25. Verifica-se, assim, ser ilegal o acto de suspensão da ordem de demolição. Através deste, renunciou o Presidente da Câmara Municipal de Vila Nova de Gaia ao exercício das competências legais em matéria de demolição de obras acima descritas, obstando à reintegração da legalidade urbanística infringida.

26. Rege no que se refere à irrenunciabilidade da competência o art. 29º do Código do Procedimento Administrativo, que sanciona com a nulidade qualquer acto que tenha por objecto a renúncia à competência. Estando a Administração adstrita à prossecução do interesse público, não pode o titular da competência abdicar ou desistir de exercer os poderes que a lei lhe atribui.

27. Dir-se-á que, no caso em análise, o Presidente da Câmara Municipal de Vila Nova de Gaia não abdicou das respectivas competências, mas, apenas, diferiu no tempo, transitoriamente, o respectivo exercício.
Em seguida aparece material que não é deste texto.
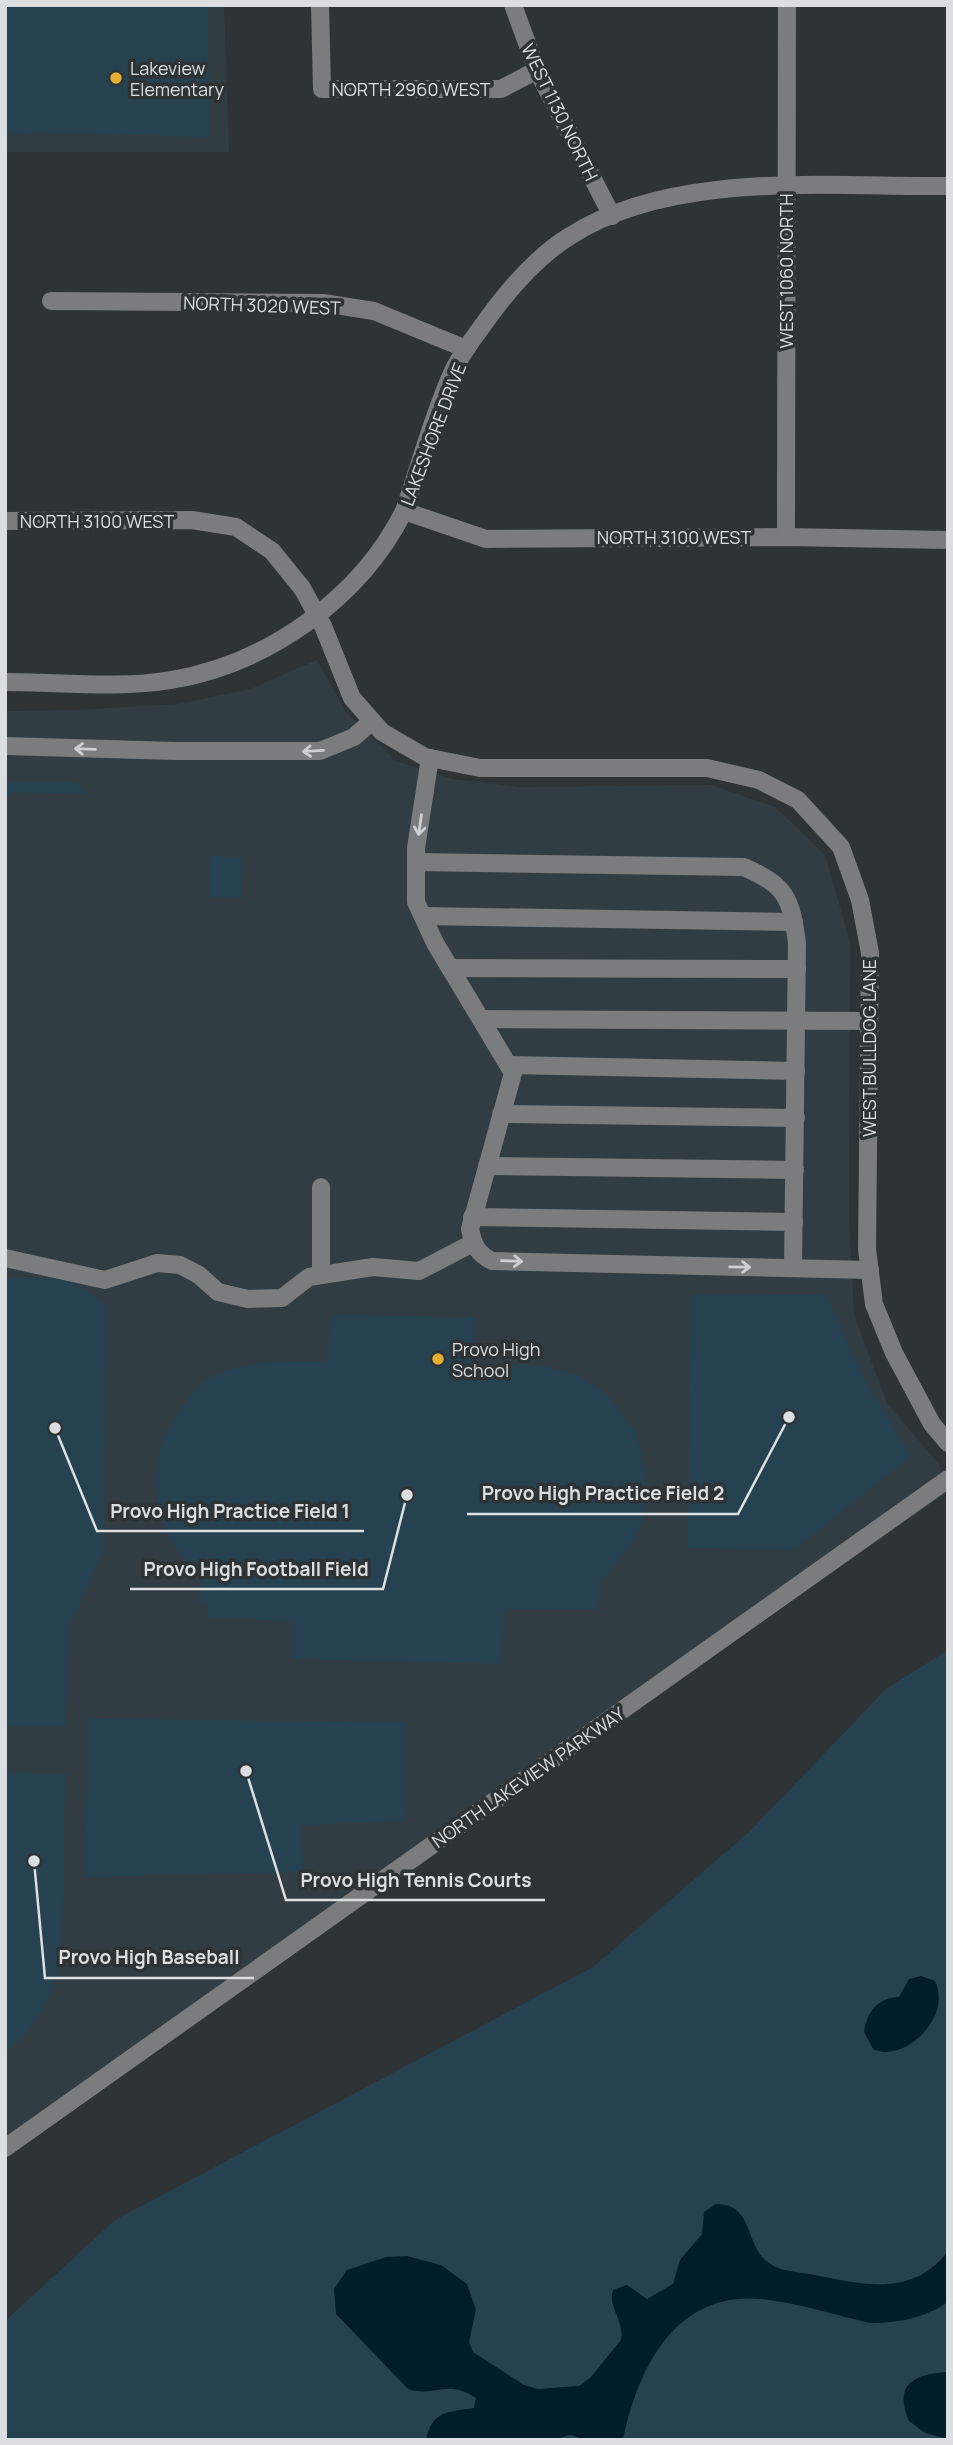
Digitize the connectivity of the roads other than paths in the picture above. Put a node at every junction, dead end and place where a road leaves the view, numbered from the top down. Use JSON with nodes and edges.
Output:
{"nodes":[{"id":1,"x":320,"y":5,"type":"edge"},
{"id":2,"x":513,"y":5,"type":"edge"},
{"id":3,"x":787,"y":5,"type":"edge"},
{"id":4,"x":537,"y":70,"type":"junction"},
{"id":5,"x":948,"y":186,"type":"edge"},
{"id":6,"x":786,"y":187,"type":"junction"},
{"id":7,"x":612,"y":216,"type":"junction"},
{"id":8,"x":51,"y":301,"type":"dead end"},
{"id":9,"x":466,"y":349,"type":"junction"},
{"id":10,"x":404,"y":511,"type":"junction"},
{"id":11,"x":5,"y":521,"type":"edge"},
{"id":12,"x":786,"y":537,"type":"junction"},
{"id":13,"x":948,"y":540,"type":"edge"},
{"id":14,"x":316,"y":615,"type":"junction"},
{"id":15,"x":5,"y":682,"type":"edge"},
{"id":16,"x":372,"y":720,"type":"junction"},
{"id":17,"x":5,"y":746,"type":"edge"},
{"id":18,"x":430,"y":758,"type":"junction"},
{"id":19,"x":416,"y":862,"type":"junction"},
{"id":20,"x":423,"y":916,"type":"junction"},
{"id":21,"x":794,"y":922,"type":"junction"},
{"id":22,"x":450,"y":968,"type":"junction"},
{"id":23,"x":797,"y":969,"type":"junction"},
{"id":24,"x":481,"y":1019,"type":"junction"},
{"id":25,"x":796,"y":1020,"type":"junction"},
{"id":26,"x":869,"y":1021,"type":"junction"},
{"id":27,"x":509,"y":1065,"type":"junction"},
{"id":28,"x":796,"y":1070,"type":"junction"},
{"id":29,"x":501,"y":1114,"type":"junction"},
{"id":30,"x":796,"y":1118,"type":"junction"},
{"id":31,"x":487,"y":1166,"type":"junction"},
{"id":32,"x":795,"y":1170,"type":"junction"},
{"id":33,"x":321,"y":1187,"type":"dead end"},
{"id":34,"x":472,"y":1217,"type":"junction"},
{"id":35,"x":794,"y":1222,"type":"junction"},
{"id":36,"x":473,"y":1243,"type":"junction"},
{"id":37,"x":5,"y":1258,"type":"edge"},
{"id":38,"x":793,"y":1268,"type":"junction"},
{"id":39,"x":870,"y":1270,"type":"junction"},
{"id":40,"x":321,"y":1275,"type":"junction"},
{"id":41,"x":948,"y":1443,"type":"edge"},
{"id":42,"x":948,"y":1479,"type":"edge"},
{"id":43,"x":5,"y":2148,"type":"edge"}],
"edges":[{"from":1,"to":4,"type":"street","name":"NORTH 2960 WEST"},
{"from":2,"to":4,"type":"street","name":"WEST 1130 NORTH"},
{"from":3,"to":6,"type":"street","name":"WEST 1060 NORTH"},
{"from":4,"to":7,"type":"street","name":"WEST 1130 NORTH"},
{"from":5,"to":6,"type":"street","name":"LAKESHORE DRIVE"},
{"from":6,"to":7,"type":"street","name":"LAKESHORE DRIVE"},
{"from":6,"to":12,"type":"street","name":"WEST 1060 NORTH"},
{"from":7,"to":9,"type":"street","name":"LAKESHORE DRIVE"},
{"from":8,"to":9,"type":"street","name":"NORTH 3020 WEST"},
{"from":9,"to":10,"type":"street","name":"LAKESHORE DRIVE"},
{"from":10,"to":12,"type":"street","name":"NORTH 3100 WEST"},
{"from":10,"to":14,"type":"street","name":"LAKESHORE DRIVE"},
{"from":11,"to":14,"type":"street","name":"NORTH 3100 WEST"},
{"from":12,"to":13,"type":"street","name":"NORTH 3100 WEST"},
{"from":14,"to":15,"type":"street","name":"LAKESHORE DRIVE"},
{"from":14,"to":16,"type":"street","name":"WEST BULLDOG LANE"},
{"from":16,"to":17,"type":"street","one_way":true},
{"from":16,"to":18,"type":"street","name":"WEST BULLDOG LANE"},
{"from":18,"to":19,"type":"street","one_way":true},
{"from":18,"to":26,"type":"street","name":"WEST BULLDOG LANE"},
{"from":19,"to":20,"type":"street"},
{"from":19,"to":21,"type":"street"},
{"from":20,"to":21,"type":"street"},
{"from":20,"to":22,"type":"street"},
{"from":21,"to":23,"type":"street"},
{"from":22,"to":23,"type":"street"},
{"from":22,"to":24,"type":"street"},
{"from":23,"to":25,"type":"street"},
{"from":24,"to":25,"type":"street"},
{"from":24,"to":27,"type":"street"},
{"from":25,"to":26,"type":"street"},
{"from":25,"to":28,"type":"street"},
{"from":26,"to":39,"type":"street","name":"WEST BULLDOG LANE"},
{"from":27,"to":28,"type":"street"},
{"from":27,"to":29,"type":"street"},
{"from":28,"to":30,"type":"street"},
{"from":29,"to":30,"type":"street"},
{"from":29,"to":31,"type":"street"},
{"from":30,"to":32,"type":"street"},
{"from":31,"to":32,"type":"street"},
{"from":31,"to":34,"type":"street"},
{"from":32,"to":35,"type":"street"},
{"from":33,"to":40,"type":"street"},
{"from":34,"to":35,"type":"street"},
{"from":34,"to":36,"type":"street"},
{"from":35,"to":38,"type":"street"},
{"from":36,"to":38,"type":"street","one_way":true},
{"from":36,"to":40,"type":"street"},
{"from":37,"to":40,"type":"street"},
{"from":38,"to":39,"type":"street"},
{"from":39,"to":41,"type":"street","name":"WEST BULLDOG LANE"},
{"from":42,"to":43,"type":"street","name":"NORTH LAKEVIEW PARKWAY"}]}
Não será assim, uma vez que se mantém a ordem de demolição suspensa desde 1987, mas mesmo que assim sucedesse, nada legitima que razões de direito privado impeçam o recurso aos poderes camarários de direito público, em matéria de execução de actos administrativos.

28. Como se decidiu no Acordão do Supremo Tribunal Administrativo de 11 de Junho de 1987 (cit., p. 1181), ao indeferir um pedido de legalização de uma obra, a câmara municipal fica “obrigada a ordenar vinculadamente a demolição, por força do art. 167º do RGEU”. E a ordená-la sem a faculdade de escolher o momento mais oportuno de agir, porquanto o juízo que, com base em critérios técnicos, formulou acerca da obra, não se coadunava com a abstenção, por esta afectar desde logo os interesses colectivos de estética urbana que a competência conferida às câmaras municipais visa proteger”.
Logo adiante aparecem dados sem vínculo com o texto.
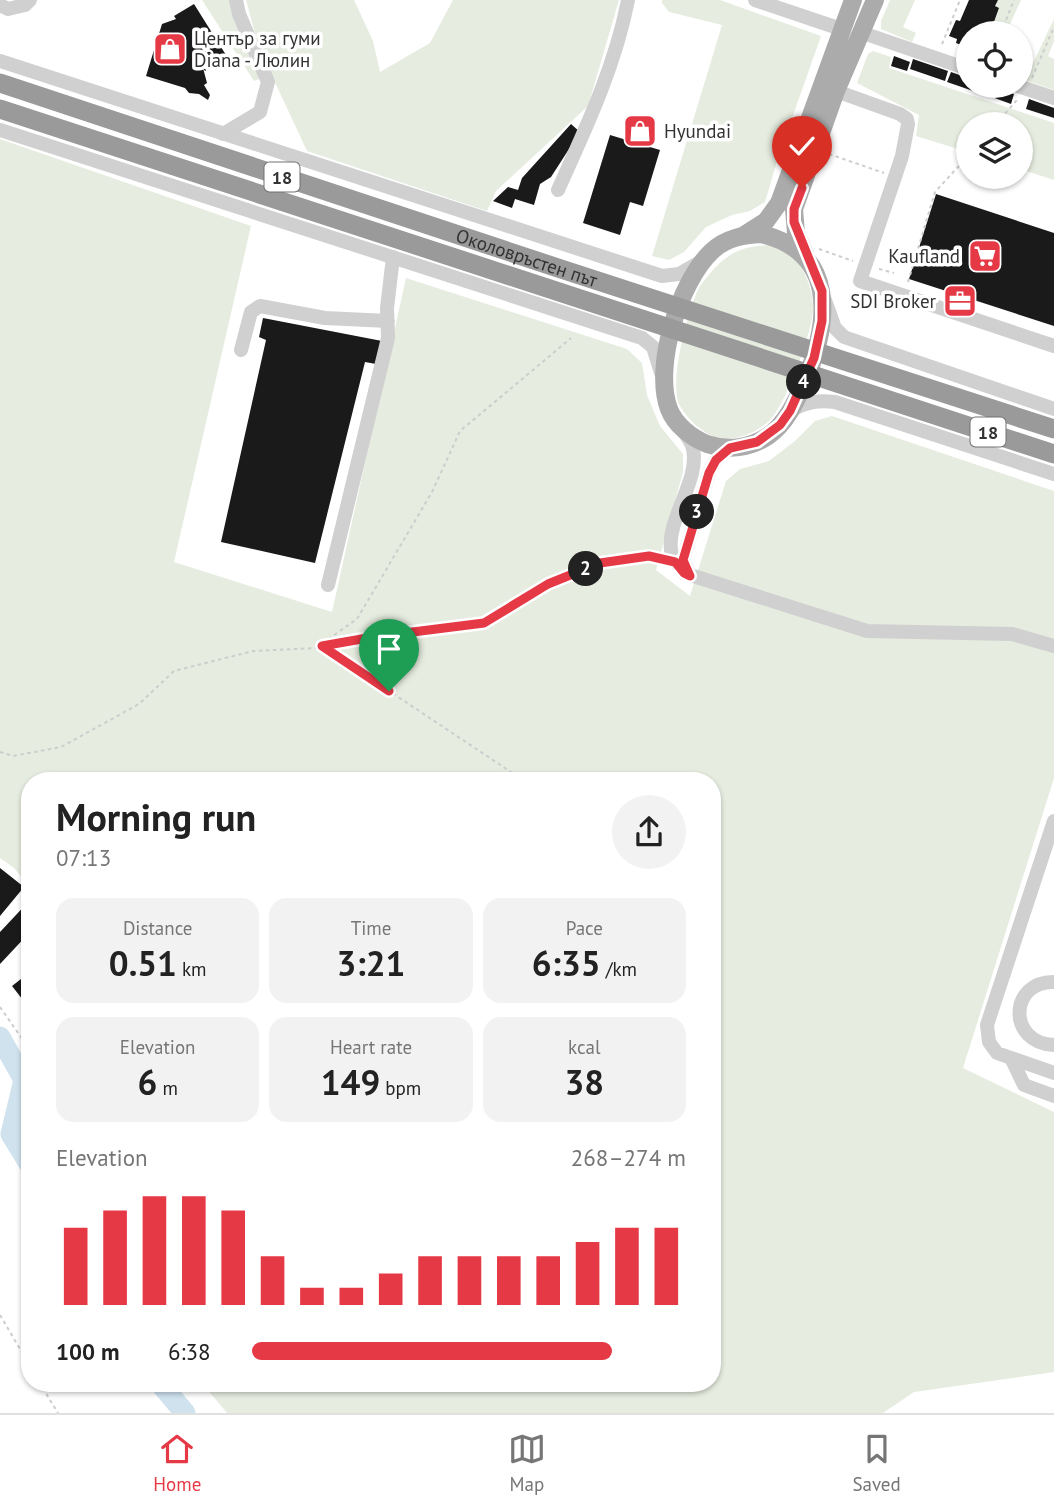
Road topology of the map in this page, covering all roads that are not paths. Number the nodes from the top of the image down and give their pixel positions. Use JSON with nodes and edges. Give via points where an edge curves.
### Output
{"nodes":[{"id":1,"x":30,"y":0,"type":"edge"},
{"id":2,"x":236,"y":0,"type":"edge"},
{"id":3,"x":628,"y":0,"type":"edge"},
{"id":4,"x":755,"y":0,"type":"edge"},
{"id":5,"x":853,"y":0,"type":"edge"},
{"id":6,"x":875,"y":0,"type":"edge"},
{"id":7,"x":0,"y":5,"type":"edge"},
{"id":8,"x":841,"y":29,"type":"junction"},
{"id":9,"x":860,"y":32,"type":"junction"},
{"id":10,"x":0,"y":61,"type":"edge"},
{"id":11,"x":956,"y":65,"type":"edge"},
{"id":12,"x":0,"y":83,"type":"edge"},
{"id":13,"x":836,"y":91,"type":"junction"},
{"id":14,"x":1033,"y":91,"type":"edge"},
{"id":15,"x":1054,"y":98,"type":"edge"},
{"id":16,"x":0,"y":109,"type":"edge"},
{"id":17,"x":0,"y":130,"type":"edge"},
{"id":18,"x":223,"y":134,"type":"junction"},
{"id":19,"x":558,"y":190,"type":"dead end"},
{"id":20,"x":744,"y":234,"type":"junction"},
{"id":21,"x":393,"y":257,"type":"junction"},
{"id":22,"x":706,"y":257,"type":"junction"},
{"id":23,"x":808,"y":261,"type":"junction"},
{"id":24,"x":822,"y":291,"type":"junction"},
{"id":25,"x":388,"y":321,"type":"junction"},
{"id":26,"x":1054,"y":346,"type":"edge"},
{"id":27,"x":241,"y":350,"type":"dead end"},
{"id":28,"x":663,"y":390,"type":"junction"},
{"id":29,"x":1054,"y":409,"type":"edge"},
{"id":30,"x":790,"y":411,"type":"junction"},
{"id":31,"x":682,"y":428,"type":"junction"},
{"id":32,"x":1054,"y":429,"type":"edge"},
{"id":33,"x":730,"y":448,"type":"junction"},
{"id":34,"x":1054,"y":454,"type":"edge"},
{"id":35,"x":1054,"y":474,"type":"edge"},
{"id":36,"x":690,"y":576,"type":"junction"},
{"id":37,"x":328,"y":584,"type":"dead end"},
{"id":38,"x":1054,"y":646,"type":"edge"},
{"id":39,"x":1054,"y":821,"type":"edge"},
{"id":40,"x":1051,"y":841,"type":"edge"},
{"id":41,"x":1054,"y":867,"type":"edge"},
{"id":42,"x":1035,"y":878,"type":"junction"},
{"id":43,"x":1054,"y":982,"type":"edge"},
{"id":44,"x":1050,"y":1046,"type":"edge"},
{"id":45,"x":1013,"y":1060,"type":"junction"},
{"id":46,"x":1054,"y":1073,"type":"edge"},
{"id":47,"x":1054,"y":1096,"type":"edge"}],
"edges":[{"from":1,"to":7,"type":"street","via":[[8,9]]},
{"from":2,"to":18,"type":"street","via":[[268,82],[260,112]]},
{"from":3,"to":19,"type":"street","via":[[610,68]]},
{"from":4,"to":8,"type":"street"},
{"from":5,"to":8,"type":"main road"},
{"from":6,"to":9,"type":"main road"},
{"from":8,"to":20,"type":"main road","via":[[779,203],[766,221]]},
{"from":9,"to":11,"type":"street"},
{"from":9,"to":13,"type":"main road"},
{"from":10,"to":18,"type":"street","name":"Околовръстен път"},
{"from":12,"to":32,"type":"highway","name":"Околовръстен път","number":"18"},
{"from":13,"to":23,"type":"main road","via":[[794,209],[796,233]]},
{"from":13,"to":26,"type":"street","via":[[907,119],[908,132],[860,282]]},
{"from":14,"to":15,"type":"street"},
{"from":16,"to":34,"type":"highway","name":"Околовръстен път","number":"18"},
{"from":17,"to":21,"type":"street"},
{"from":18,"to":22,"type":"street","name":"Околовръстен път","via":[[662,276],[679,274]]},
{"from":20,"to":22,"type":"main road"},
{"from":20,"to":23,"type":"main road","via":[[788,242]]},
{"from":21,"to":25,"type":"street","via":[[382,293]]},
{"from":21,"to":28,"type":"street","via":[[642,338],[653,346],[660,362]]},
{"from":22,"to":28,"type":"main road","via":[[672,328]]},
{"from":23,"to":24,"type":"main road"},
{"from":24,"to":29,"type":"street","via":[[835,328],[844,337]]},
{"from":24,"to":30,"type":"main road","via":[[819,342]]},
{"from":25,"to":27,"type":"street","via":[[325,318],[260,306],[251,312]]},
{"from":25,"to":37,"type":"street","via":[[388,338]]},
{"from":28,"to":31,"type":"main road","via":[[670,412]]},
{"from":30,"to":33,"type":"main road","via":[[769,435]]},
{"from":30,"to":35,"type":"street","via":[[804,403],[835,402]]},
{"from":31,"to":33,"type":"main road","via":[[701,441]]},
{"from":31,"to":36,"type":"street","via":[[693,447],[694,462],[670,549],[675,562]]},
{"from":33,"to":36,"type":"street","via":[[709,473],[683,560]]},
{"from":36,"to":38,"type":"street","via":[[867,631],[1012,634]]},
{"from":39,"to":40,"type":"street"},
{"from":40,"to":42,"type":"street"},
{"from":41,"to":42,"type":"street"},
{"from":42,"to":45,"type":"street","via":[[987,1026],[989,1042],[997,1053]]},
{"from":43,"to":44,"type":"street","via":[[1033,987],[1019,1012],[1026,1033]]},
{"from":45,"to":46,"type":"street"},
{"from":45,"to":47,"type":"street","via":[[1024,1085]]}]}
29. Pelas razões expostas, urge definir a situação e promover a execução da ordem de demolição. Como V. Exa. de certo não deixará de reconhecer a manutenção de uma situação de facto precária por um período de tempo demasiado longo (onze anos) acaba por ocasionar lesões no interesse público e nos interesses legalmente protegidos de terceiros, contribuindo para a ineficácia da acção administrativa e para a quebra de respeito da autoridade das câmaras municipais por parte dos infractores.

II-Conclusões

Em face do exposto e no exercício da atribuição constitucional que me é confiada para prevenção e reparação das injustiças e ilegalidades (artº 23º, n.º 1, da CRP), RECOMENDO,
A V. Exa:

1º Que, nos termos do disposto no art. 134º, n.º 2, do Código do Procedimento Administrativo, seja declarada a nulidade do despacho de 29.09.1987, do Exmo. Presidente da Câmara Municipal de Vila Nova de Gaia que ordenou a suspensão da ordem de demolição do muro contestado;
2º Que seja promovida a execução coactiva da demolição da referida construção, nos termos do disposto no art. 157º do Código do Procedimento Administrativo, dando?se início ao procedimento constante do Decreto-Lei n.º 92/95, de 9 de Maio.